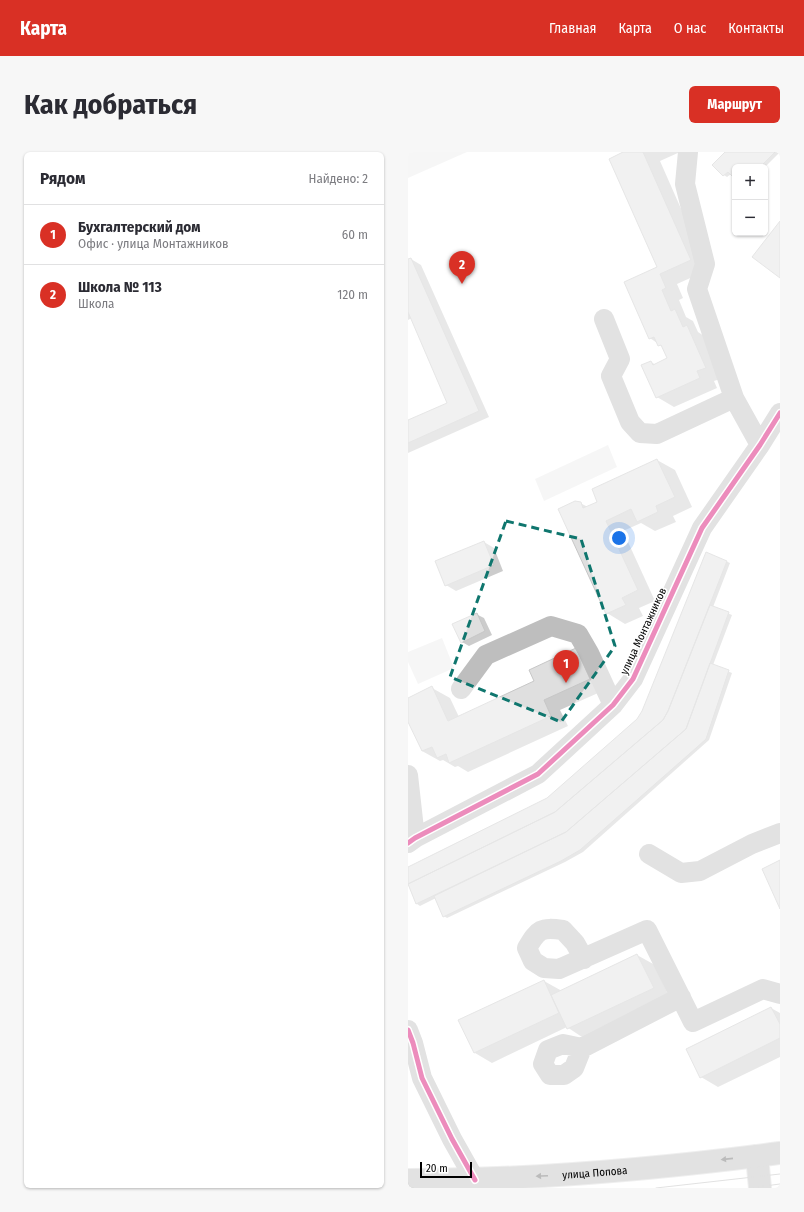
<!DOCTYPE html>
<html lang="ru">
<head>
<meta charset="utf-8">
<style>
  body { margin:0; font-family:"Fira Sans Condensed",sans-serif; background:#f7f7f7; color:#2b2b33 }
  .controls { position:absolute; right:12px; top:12px; display:grid; overflow:hidden; border-radius:6px; box-shadow:0 1px 3px #0004 }
  .controls button { width:36px; height:36px; display:grid; place-items:center; padding:0; border:0; border-bottom:1px solid #e1e1e2; background:#fff; color:#2b2b33; font:20px sans-serif }
  .scale { position:absolute; left:12px; bottom:10px; width:52px; box-sizing:border-box; padding-left:4px; border:2px solid #000; border-top:0; font-size:11px; line-height:14px; white-space:nowrap; color:#000; -webkit-text-stroke:3px #fff; paint-order:stroke }
  .you { position:absolute; left:211px; top:386px; width:14px; height:14px; margin:-10px; border:3px solid #fff; border-radius:50%; background:#1a73e8; box-shadow:0 0 0 6px #1a73e833 }
  .badge { display:grid; place-items:center; width:26px; height:26px; border-radius:50%; background:#d93025; color:#fff; font-size:13px; font-weight:700 }
  .pin { position:absolute; translate:-50% -33px; filter:drop-shadow(0 1px 2px #0008) }
  .pin::after { content:''; position:absolute; top:21px; width:14px; height:12px; background:inherit; clip-path:polygon(0 0,100% 0,50% 100%) }
  .list { margin:0; padding:0; list-style:none }
  h2 { display:flex; justify-content:space-between; align-items:center; height:52px; margin:0; padding:0 16px; font-size:17px }
  h2 small { font-size:13px; font-weight:400; color:#7c7c81 }
  .list li { display:grid; grid-template-columns:26px 1fr auto; gap:12px; align-items:center; box-sizing:border-box; height:60px; padding:0 16px; border-top:1px solid #e1e1e2 }
  .list b { display:block; font-size:15px; white-space:nowrap }
  .list p { margin:0; font-size:13px; white-space:nowrap; color:#7c7c81 }
  .list em { font-size:13px; font-style:normal; color:#7c7c81 }
  .map { position:relative; flex:none; width:372px; height:1036px; overflow:hidden; border-radius:6px }
  header { display:flex; align-items:center; gap:24px; box-sizing:border-box; height:56px; padding:0 20px; background:#d93025; color:#fff }
  header strong { font-size:19px }
  nav { display:flex; gap:22px; margin-inline-start:auto; font-size:14px }
  .intro { display:flex; align-items:center; justify-content:space-between; box-sizing:border-box; height:96px; padding:0 24px }
  h1 { margin:0; font-size:28px }
  .button { padding:10px 18px; border-radius:6px; background:#d93025; color:#fff; font-size:14px; font-weight:700 }
  main { display:flex; gap:24px; padding:0 24px }
  aside { flex:1; background:#fff; border-radius:6px; box-shadow:0 1px 3px #0004 }
  .map>svg:first-child { display:block }
  .green { fill:#ececec }
  .shadow { fill:#0003 }
  .building { fill:#dfdfdf; stroke:#c7c7c7 }
  .lines { fill:none; stroke-linecap:round; stroke-linejoin:round }
  .major-casing { stroke:#dbdbdb; stroke-width:24 }
  .minor { stroke:#bebebe; stroke-width:20 }
  .major { stroke:#bebebe; stroke-width:22 }
  .tram { stroke:#bebebe; stroke-width:1 }
  .cycleway-casing { stroke:#fff; stroke-width:8 }
  .cycleway { stroke:#d6006c; stroke-width:5 }
  .oneway { fill:#686868 }
  .marked { fill:none; stroke:#0f766e; stroke-width:3; stroke-dasharray:8 5; stroke-linejoin:round }
  .labels { text-anchor:middle; stroke-width:3.5; stroke-linejoin:round; paint-order:stroke }
  .street-label { font-size:11px; fill:#000; stroke:#fff }
</style>
</head>
<body>
<header>
<strong>Карта</strong>
<nav><a>Главная</a><a>Карта</a><a>О нас</a><a>Контакты</a></nav>
</header>
<div class="intro"><h1>Как добраться</h1><a class="button">Маршрут</a></div>
<main>
<aside>
<h2>Рядом<small>Найдено: 2</small></h2>
<ul class="list">
<li><span class="badge">1</span><div><b>Бухгалтерский дом</b><p>Офис · улица Монтажников</p></div><em>60 m</em></li>
<li><span class="badge">2</span><div><b>Школа № 113</b><p>Школа</p></div><em>120 m</em></li>
</ul>
</aside>
<div class="map">
<svg width="372" height="1036" viewBox="0 0 372 1036">
  <rect width="100%" height="100%" fill="#fff"/>
  <path class="green" d="M 0,0 L 59,0 L 0,26 Z
    M 200,293 L 209,315 L 136,349 L 127,327 Z
    M 34,486 L 46,516 L 10,532 L 0,510 L 0,500 Z"/>
  <path class="shadow" d="M 218,0 L 272,0 L 252,9 L 300,118 L 269,132 L 275,146 L 271,148 L 278,165 L 285,169 L 290,180 L 296,184 L 315,226 L 306,229 L 309,236 L 266,255 L 249,245 L 243,210 L 248,213 L 261,207 L 256,196 L 242,186 L 250,116 Z
    M 319,0 L 372,0 L 357,15 L 327,15 L 327,25 L 323,22 L 319,25 L 316,23 L 306,13 Z
    M 3,107 L 13,113 L 81,265 L 0,301 L 0,269 L 41,251 L 4,166 L 0,168 L 0,108 Z
    M 249,308 L 267,318 L 284,355 L 265,364 L 268,370 L 247,379 L 233,371 L 215,379 L 247,449 L 231,456 L 235,464 L 217,472 L 199,461 L 172,351 L 180,355 L 191,350 Z
    M 76,390 L 86,396 L 95,419 L 48,439 L 38,433 Z
    M 299,401 L 322,411 L 305,455 L 324,463 L 305,513 L 324,521 L 301,588 L 175,700 L 157,710 L 39,766 L 36,764 L 28,746 L 12,754 L 9,752 L 0,731 L 0,716 L 140,647 L 229,568 L 235,559 Z
    M 68,462 L 76,466 L 84,483 L 61,494 L 54,490 Z
    M 168,497 L 199,537 L 152,558 L 160,574 L 60,620 L 50,614 L 47,615 L 35,608 L 32,609 L 14,599 L 0,568 L 0,547 L 24,536 L 42,546 L 51,565 L 128,530 Z
    M 229,803 L 247,813 L 262,847 L 177,887 L 159,875 L 84,911 L 67,901 L 136,829 L 154,839 Z
    M 363,856 L 372,861 L 372,905 L 310,935 L 293,925 Z"/>
  <path class="building" d="M 215,0 L 235,0 L 283,108 L 252,122 L 258,136 L 254,138 L 263,159 L 267,157 L 275,175 L 279,173 L 298,216 L 289,219 L 292,226 L 248,246 L 233,213 L 243,209 L 245,213 L 259,206 L 253,193 L 250,194 L 246,185 L 241,187 L 216,130 L 249,115 L 201,7 Z
    M 317,0 L 367,0 L 352,15 L 327,15 L 327,27 L 320,20 L 315,24 L 304,13 Z
    M 372,69 L 372,126 L 344,105 Z
    M 3,106 L 71,259 L 0,291 L 0,268 L 39,251 L 0,160 L 0,107 Z
    M 249,307 L 267,345 L 248,354 L 250,360 L 229,370 L 223,357 L 198,369 L 230,438 L 214,446 L 218,453 L 198,462 L 150,357 L 167,349 L 173,350 L 175,356 L 189,350 L 184,337 Z
    M 76,389 L 86,413 L 37,434 L 27,409 Z
    M 298,400 L 319,409 L 260,559 L 255,568 L 147,660 L 0,732 L 0,715 L 139,646 L 229,567 L 234,559 Z
    M 302,453 L 321,460 L 278,577 L 158,680 L 8,752 L 0,732 L 147,660 L 255,568 L 260,559 Z
    M 69,461 L 77,479 L 53,491 L 44,472 Z
    M 168,496 L 182,527 L 136,548 L 143,564 L 41,611 L 38,602 L 29,606 L 24,595 L 14,599 L 0,570 L 0,546 L 24,534 L 40,569 L 126,529 L 121,518 Z
    M 302,511 L 321,518 L 298,587 L 288,596 L 172,698 L 153,709 L 35,765 L 26,744 L 158,680 L 278,577 Z
    M 372,708 L 372,757 L 354,717 Z
    M 229,802 L 246,836 L 159,877 L 143,843 Z
    M 136,828 L 151,861 L 66,901 L 50,868 Z
    M 363,855 L 372,872 L 372,886 L 292,926 L 278,897 Z"/>
  <g class="lines">
    <defs>
      <g id="major">
        <path d="M 349,1004 L 352,1036"/>
        <path id="s1" d="M 0,1028 C 124,1028 249,1017 372,1001"/>
      </g>
    </defs>
    <use href="#major" class="major-casing"/>
    <path class="minor" d="M 280,0 L 277,32 L 297,112 L 289,137 L 326,246
      M 196,167 L 212,207 L 203,224 L 222,270 L 232,281 L 249,282 L 326,246 L 352,293
      M 53,537 L 78,503 L 143,474 L 170,482 L 181,501 L 205,553
      M 0,623 L 7,686
      M 0,691 L 7,686 L 130,622 L 205,553 L 225,527 L 294,376 L 352,293 L 372,261
      M 241,702 L 273,721 L 292,719 L 344,692 L 372,681
      M 176,807 L 167,791 L 155,778 C 133,775 130,777 119,796 L 125,809 L 136,816 L 151,817 L 239,778 L 285,870 L 355,837 L 372,842
      M 0,878 L 5,891 L 14,926 L 44,987 L 67,1028
      M 174,896 L 166,916 L 156,923 L 142,923 L 135,912 L 140,898 L 155,892 L 174,896 L 273,845"/>
    <use href="#major" class="major"/>
    <path class="tram" d="M 248,1036 L 372,1022
      M 342,1036 L 372,1032"/>
    <defs>
      <path id="cycleway" d="M 0,691 L 7,686 L 130,622 L 205,553 L 225,527 L 294,376 L 352,293 L 372,261
        M 0,878 L 5,891 L 14,926 L 44,987 L 67,1028"/>
    </defs>
    <use href="#cycleway" class="cycleway-casing"/>
    <use href="#cycleway" class="cycleway"/>
  </g>
  <defs><path id="oneway-solid" d="M-6-.8H1V-3.2L6.5 0L1 3.2V.8H-6Z"/></defs>
  <g class="oneway">
    <use href="#oneway-solid" transform="translate(319 1007) rotate(174)"/>
    <use href="#oneway-solid" transform="translate(134 1024) rotate(177)"/>
  </g>
  <path d="M0 0H372V1036H0ZM 98,369 L 173,387 L 207,494 L 153,570 L 42,525 Z" fill="#fff" fill-opacity=".55" fill-rule="evenodd"/>
  <path class="marked" d="M 98,369 L 173,387 L 207,494 L 153,570 L 42,525 Z"/>
  <g class="labels">
    <g class="street-label">
      <text transform="translate(235 479) rotate(-65)" y="4">улица Монтажников</text>
      <text dy="4" stroke="none"><textPath href="#s1" startOffset="187">улица Попова</textPath></text>
    </g>
  </g>
</svg>
<div class="controls">
<button>+</button>
<button>−</button>
</div>
<div class="scale">20 m</div>
<div class="you"></div>
<div class="pin badge" style="left:158px;top:531px">1</div>
<div class="pin badge" style="left:54px;top:132px">2</div>
</div>
</main>
</body>
</html>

> [Requirement] Start at the first line of the records and write out everything up to and including the line containing "width:36px; height:36px; display:grid;". No pictures.

> [Result for this exercise]
<!DOCTYPE html>
<html lang="ru">
<head>
<meta charset="utf-8">
<style>
  body { margin:0; font-family:"Fira Sans Condensed",sans-serif; background:#f7f7f7; color:#2b2b33 }
  .controls { position:absolute; right:12px; top:12px; display:grid; overflow:hidden; border-radius:6px; box-shadow:0 1px 3px #0004 }
  .controls button { width:36px; height:36px; display:grid; place-items:center; padding:0; border:0; border-bottom:1px solid #e1e1e2; background:#fff; color:#2b2b33; font:20px sans-serif }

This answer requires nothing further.